Serendipity has created a magnificent astronomical spectacle in the Pleiades as a moving cluster of stars encountered an isolated molecular cloud. The rich blue clouds and delicate tendrils of reflection nebulosity surrounding the brightest members have their origin in an unrelated molecular cloud and do not represent the ancestral cloud which gave rise to the Pleiades. Recent data suggests that the collision may have been more complex than suspected, possibly involving separate molecular clouds having different paths, velocities and origins. The trajectory of the principle gas cloud forming the reflection nebulosity can be traced back in time to an elliptical concentration of gas clouds and star formation known as "Gould's belt". In 1879 the astronomer Benjamin Gould reported his survey on the distribution of bright stars in the local Milky Way. Gould's work showed that a true local subsystem of young stars and gas exists in a rotating flat disk inclined some 20 degrees to the proper disk of the Milky Way. The disk extends some 2000 light years across and contains some of the most famous astronomical objects including the Pleiades. The origin of the aberrant system of stars and gas is still a mystery but may have been triggered by a supernova blast or density wave some 30 million years ago. The Pleiades is truly a galactic vagrant which has wandered into the interior of a local supershell whose walls represent the interstellar clouds of Gould's Belt.
The proximity of this great cluster allows a close up view of a young open cluster and the fascinating interplay of a moving star cluster with the interstellar medium. The Pleiades is moving through space presently at about 40 kilometers per second. The relative tightness of the cluster is indicative of its young age as the member stars were formed some 100 million years ago and will probably travel together through space as a bound cluster for another 250 million years before the gravity of the Milky Way breaks up the cluster into individual field stars. Although the core of the cluster contains some 100 bright stars, mostly hot A and B types, the total number of stars may be closer to 400 as many lower mass members have been identified recently. The central core radius of the cluster is only about 4.5 light years but the remote outer regions of the cluster may extend out as far as 52 light years from the center. The brighter members of the cluster are blue stars with surface temperatures of about 20,000 degrees.

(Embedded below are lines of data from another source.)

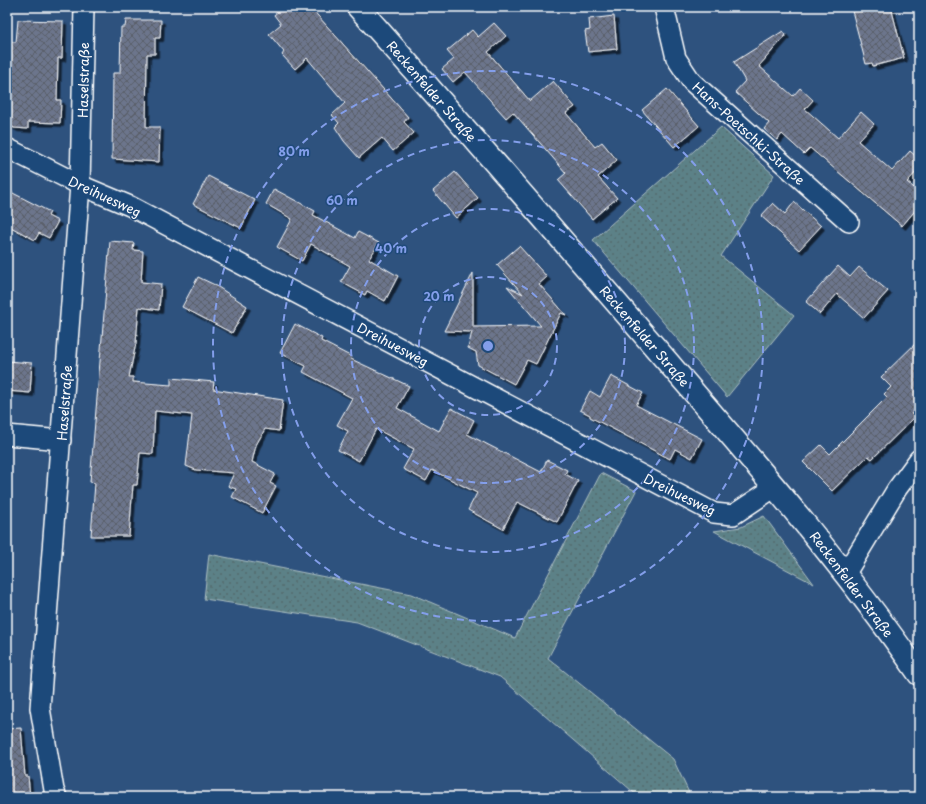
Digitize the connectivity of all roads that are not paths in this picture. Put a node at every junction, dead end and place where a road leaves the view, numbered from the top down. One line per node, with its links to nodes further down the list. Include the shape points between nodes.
1 (84, 7): 5 (street, Haselstraße)
2 (358, 7): 10 (street, Reckenfelder Straße)
3 (664, 7): 6 (street, Hans-Poetschki-Straße, via 676,58 692,82)
4 (7, 148): 5 (street, Dreihuesweg)
5 (80, 185): 8 (street, Haselstraße); 10 (street, Dreihuesweg, via 130,206 714,514 733,515)
6 (849, 222)
7 (7, 436): 8 (street)
8 (61, 440): 13 (street, Haselstraße, via 40,708)
9 (919, 458): 11 (street)
10 (775, 487): 11 (street, Reckenfelder Straße)
11 (846, 573): 12 (street, Reckenfelder Straße)
12 (919, 674)
13 (57, 797)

Aside from the bright high mass stars we typically associate with the Pleiades, there exists several populations of highly evolved low mass stars which are difficult to explain. Recently white dwarfs have been identified within the Pleiades which raises the question of how a white dwarf, a very late phase of stellar evolution, can exist in a young cluster. One theory is that the white dwarfs were formally very massive young stars which evolved rapidly by losing mass via rapid rotation or to neighboring stars in binary systems. The mechanism for their existence remains controversial. More recently a population of very low mass brown dwarfs was found within M45. Their formation may have occurred in the collapse of isolated molecular cores within the Pleiades cloud.